* THE DATA *
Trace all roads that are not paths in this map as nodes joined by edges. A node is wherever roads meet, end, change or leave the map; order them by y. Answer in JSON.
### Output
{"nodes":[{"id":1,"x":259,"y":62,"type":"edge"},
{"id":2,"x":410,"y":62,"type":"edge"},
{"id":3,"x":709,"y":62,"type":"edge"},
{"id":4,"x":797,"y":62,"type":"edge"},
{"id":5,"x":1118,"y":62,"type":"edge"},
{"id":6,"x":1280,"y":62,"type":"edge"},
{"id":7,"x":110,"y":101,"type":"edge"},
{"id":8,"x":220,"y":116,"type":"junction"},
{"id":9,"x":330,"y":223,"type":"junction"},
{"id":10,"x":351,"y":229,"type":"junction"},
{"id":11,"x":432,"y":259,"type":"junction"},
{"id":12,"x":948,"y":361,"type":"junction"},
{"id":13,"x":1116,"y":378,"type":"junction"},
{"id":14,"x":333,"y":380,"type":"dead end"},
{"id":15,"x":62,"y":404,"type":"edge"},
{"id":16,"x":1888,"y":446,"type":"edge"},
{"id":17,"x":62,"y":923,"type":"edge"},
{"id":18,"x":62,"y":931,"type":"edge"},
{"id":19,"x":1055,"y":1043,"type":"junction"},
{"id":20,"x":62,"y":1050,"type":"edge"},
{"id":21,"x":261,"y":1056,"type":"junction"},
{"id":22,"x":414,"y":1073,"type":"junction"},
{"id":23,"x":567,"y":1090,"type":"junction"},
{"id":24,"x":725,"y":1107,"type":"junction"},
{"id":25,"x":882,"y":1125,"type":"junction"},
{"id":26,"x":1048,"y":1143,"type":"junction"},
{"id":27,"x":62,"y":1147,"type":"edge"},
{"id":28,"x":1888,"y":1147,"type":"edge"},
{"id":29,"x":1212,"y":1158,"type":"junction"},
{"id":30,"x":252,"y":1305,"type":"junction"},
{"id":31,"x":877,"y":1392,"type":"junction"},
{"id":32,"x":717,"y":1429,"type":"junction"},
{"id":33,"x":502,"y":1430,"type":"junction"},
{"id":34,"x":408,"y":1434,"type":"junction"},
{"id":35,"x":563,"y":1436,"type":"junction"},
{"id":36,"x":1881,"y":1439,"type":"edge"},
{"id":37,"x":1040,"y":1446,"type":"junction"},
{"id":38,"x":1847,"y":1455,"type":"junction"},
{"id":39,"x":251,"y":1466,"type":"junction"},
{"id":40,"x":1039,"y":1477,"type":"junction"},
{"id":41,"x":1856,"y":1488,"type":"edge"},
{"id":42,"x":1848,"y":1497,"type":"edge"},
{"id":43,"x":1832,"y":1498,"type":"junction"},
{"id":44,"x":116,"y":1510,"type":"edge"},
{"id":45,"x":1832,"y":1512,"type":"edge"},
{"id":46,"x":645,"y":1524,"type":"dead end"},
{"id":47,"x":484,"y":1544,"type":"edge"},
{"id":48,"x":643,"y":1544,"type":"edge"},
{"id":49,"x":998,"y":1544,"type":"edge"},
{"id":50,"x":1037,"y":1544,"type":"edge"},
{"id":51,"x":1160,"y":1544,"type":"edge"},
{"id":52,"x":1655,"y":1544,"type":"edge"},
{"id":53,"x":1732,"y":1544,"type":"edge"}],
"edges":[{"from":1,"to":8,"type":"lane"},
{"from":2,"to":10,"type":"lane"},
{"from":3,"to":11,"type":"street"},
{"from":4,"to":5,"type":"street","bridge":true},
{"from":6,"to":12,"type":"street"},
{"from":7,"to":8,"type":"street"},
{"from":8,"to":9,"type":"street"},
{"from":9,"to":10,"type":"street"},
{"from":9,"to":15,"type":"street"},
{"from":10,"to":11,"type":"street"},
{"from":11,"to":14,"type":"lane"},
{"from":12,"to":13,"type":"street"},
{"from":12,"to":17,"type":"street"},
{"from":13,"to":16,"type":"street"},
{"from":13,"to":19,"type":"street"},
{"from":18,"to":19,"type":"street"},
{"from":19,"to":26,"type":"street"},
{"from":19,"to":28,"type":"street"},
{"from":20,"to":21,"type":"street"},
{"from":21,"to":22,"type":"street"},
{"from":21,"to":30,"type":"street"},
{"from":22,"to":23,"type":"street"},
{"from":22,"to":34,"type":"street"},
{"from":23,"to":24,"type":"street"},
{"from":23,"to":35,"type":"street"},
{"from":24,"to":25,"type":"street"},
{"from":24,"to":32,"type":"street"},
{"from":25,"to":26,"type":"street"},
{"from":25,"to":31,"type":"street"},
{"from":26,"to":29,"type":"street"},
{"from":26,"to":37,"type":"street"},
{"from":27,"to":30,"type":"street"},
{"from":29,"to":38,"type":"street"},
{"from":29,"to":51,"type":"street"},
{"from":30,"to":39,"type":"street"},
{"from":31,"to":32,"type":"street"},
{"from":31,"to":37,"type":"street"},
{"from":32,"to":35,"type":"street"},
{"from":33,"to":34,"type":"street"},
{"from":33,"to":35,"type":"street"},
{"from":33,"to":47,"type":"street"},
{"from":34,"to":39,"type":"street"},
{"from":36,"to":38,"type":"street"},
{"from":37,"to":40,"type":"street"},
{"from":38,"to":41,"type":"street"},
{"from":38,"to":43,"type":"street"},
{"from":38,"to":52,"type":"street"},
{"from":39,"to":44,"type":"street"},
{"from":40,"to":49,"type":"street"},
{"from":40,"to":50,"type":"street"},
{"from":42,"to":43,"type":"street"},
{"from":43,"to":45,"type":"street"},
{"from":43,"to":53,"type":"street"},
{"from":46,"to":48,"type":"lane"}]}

* TASK INSTRUCTIONS *
The full listing must come back exactly as given.

* TASK RESULT *
Trace all roads that are not paths in this map as nodes joined by edges. A node is wherever roads meet, end, change or leave the map; order them by y. Answer in JSON.
### Output
{"nodes":[{"id":1,"x":259,"y":62,"type":"edge"},
{"id":2,"x":410,"y":62,"type":"edge"},
{"id":3,"x":709,"y":62,"type":"edge"},
{"id":4,"x":797,"y":62,"type":"edge"},
{"id":5,"x":1118,"y":62,"type":"edge"},
{"id":6,"x":1280,"y":62,"type":"edge"},
{"id":7,"x":110,"y":101,"type":"edge"},
{"id":8,"x":220,"y":116,"type":"junction"},
{"id":9,"x":330,"y":223,"type":"junction"},
{"id":10,"x":351,"y":229,"type":"junction"},
{"id":11,"x":432,"y":259,"type":"junction"},
{"id":12,"x":948,"y":361,"type":"junction"},
{"id":13,"x":1116,"y":378,"type":"junction"},
{"id":14,"x":333,"y":380,"type":"dead end"},
{"id":15,"x":62,"y":404,"type":"edge"},
{"id":16,"x":1888,"y":446,"type":"edge"},
{"id":17,"x":62,"y":923,"type":"edge"},
{"id":18,"x":62,"y":931,"type":"edge"},
{"id":19,"x":1055,"y":1043,"type":"junction"},
{"id":20,"x":62,"y":1050,"type":"edge"},
{"id":21,"x":261,"y":1056,"type":"junction"},
{"id":22,"x":414,"y":1073,"type":"junction"},
{"id":23,"x":567,"y":1090,"type":"junction"},
{"id":24,"x":725,"y":1107,"type":"junction"},
{"id":25,"x":882,"y":1125,"type":"junction"},
{"id":26,"x":1048,"y":1143,"type":"junction"},
{"id":27,"x":62,"y":1147,"type":"edge"},
{"id":28,"x":1888,"y":1147,"type":"edge"},
{"id":29,"x":1212,"y":1158,"type":"junction"},
{"id":30,"x":252,"y":1305,"type":"junction"},
{"id":31,"x":877,"y":1392,"type":"junction"},
{"id":32,"x":717,"y":1429,"type":"junction"},
{"id":33,"x":502,"y":1430,"type":"junction"},
{"id":34,"x":408,"y":1434,"type":"junction"},
{"id":35,"x":563,"y":1436,"type":"junction"},
{"id":36,"x":1881,"y":1439,"type":"edge"},
{"id":37,"x":1040,"y":1446,"type":"junction"},
{"id":38,"x":1847,"y":1455,"type":"junction"},
{"id":39,"x":251,"y":1466,"type":"junction"},
{"id":40,"x":1039,"y":1477,"type":"junction"},
{"id":41,"x":1856,"y":1488,"type":"edge"},
{"id":42,"x":1848,"y":1497,"type":"edge"},
{"id":43,"x":1832,"y":1498,"type":"junction"},
{"id":44,"x":116,"y":1510,"type":"edge"},
{"id":45,"x":1832,"y":1512,"type":"edge"},
{"id":46,"x":645,"y":1524,"type":"dead end"},
{"id":47,"x":484,"y":1544,"type":"edge"},
{"id":48,"x":643,"y":1544,"type":"edge"},
{"id":49,"x":998,"y":1544,"type":"edge"},
{"id":50,"x":1037,"y":1544,"type":"edge"},
{"id":51,"x":1160,"y":1544,"type":"edge"},
{"id":52,"x":1655,"y":1544,"type":"edge"},
{"id":53,"x":1732,"y":1544,"type":"edge"}],
"edges":[{"from":1,"to":8,"type":"lane"},
{"from":2,"to":10,"type":"lane"},
{"from":3,"to":11,"type":"street"},
{"from":4,"to":5,"type":"street","bridge":true},
{"from":6,"to":12,"type":"street"},
{"from":7,"to":8,"type":"street"},
{"from":8,"to":9,"type":"street"},
{"from":9,"to":10,"type":"street"},
{"from":9,"to":15,"type":"street"},
{"from":10,"to":11,"type":"street"},
{"from":11,"to":14,"type":"lane"},
{"from":12,"to":13,"type":"street"},
{"from":12,"to":17,"type":"street"},
{"from":13,"to":16,"type":"street"},
{"from":13,"to":19,"type":"street"},
{"from":18,"to":19,"type":"street"},
{"from":19,"to":26,"type":"street"},
{"from":19,"to":28,"type":"street"},
{"from":20,"to":21,"type":"street"},
{"from":21,"to":22,"type":"street"},
{"from":21,"to":30,"type":"street"},
{"from":22,"to":23,"type":"street"},
{"from":22,"to":34,"type":"street"},
{"from":23,"to":24,"type":"street"},
{"from":23,"to":35,"type":"street"},
{"from":24,"to":25,"type":"street"},
{"from":24,"to":32,"type":"street"},
{"from":25,"to":26,"type":"street"},
{"from":25,"to":31,"type":"street"},
{"from":26,"to":29,"type":"street"},
{"from":26,"to":37,"type":"street"},
{"from":27,"to":30,"type":"street"},
{"from":29,"to":38,"type":"street"},
{"from":29,"to":51,"type":"street"},
{"from":30,"to":39,"type":"street"},
{"from":31,"to":32,"type":"street"},
{"from":31,"to":37,"type":"street"},
{"from":32,"to":35,"type":"street"},
{"from":33,"to":34,"type":"street"},
{"from":33,"to":35,"type":"street"},
{"from":33,"to":47,"type":"street"},
{"from":34,"to":39,"type":"street"},
{"from":36,"to":38,"type":"street"},
{"from":37,"to":40,"type":"street"},
{"from":38,"to":41,"type":"street"},
{"from":38,"to":43,"type":"street"},
{"from":38,"to":52,"type":"street"},
{"from":39,"to":44,"type":"street"},
{"from":40,"to":49,"type":"street"},
{"from":40,"to":50,"type":"street"},
{"from":42,"to":43,"type":"street"},
{"from":43,"to":45,"type":"street"},
{"from":43,"to":53,"type":"street"},
{"from":46,"to":48,"type":"lane"}]}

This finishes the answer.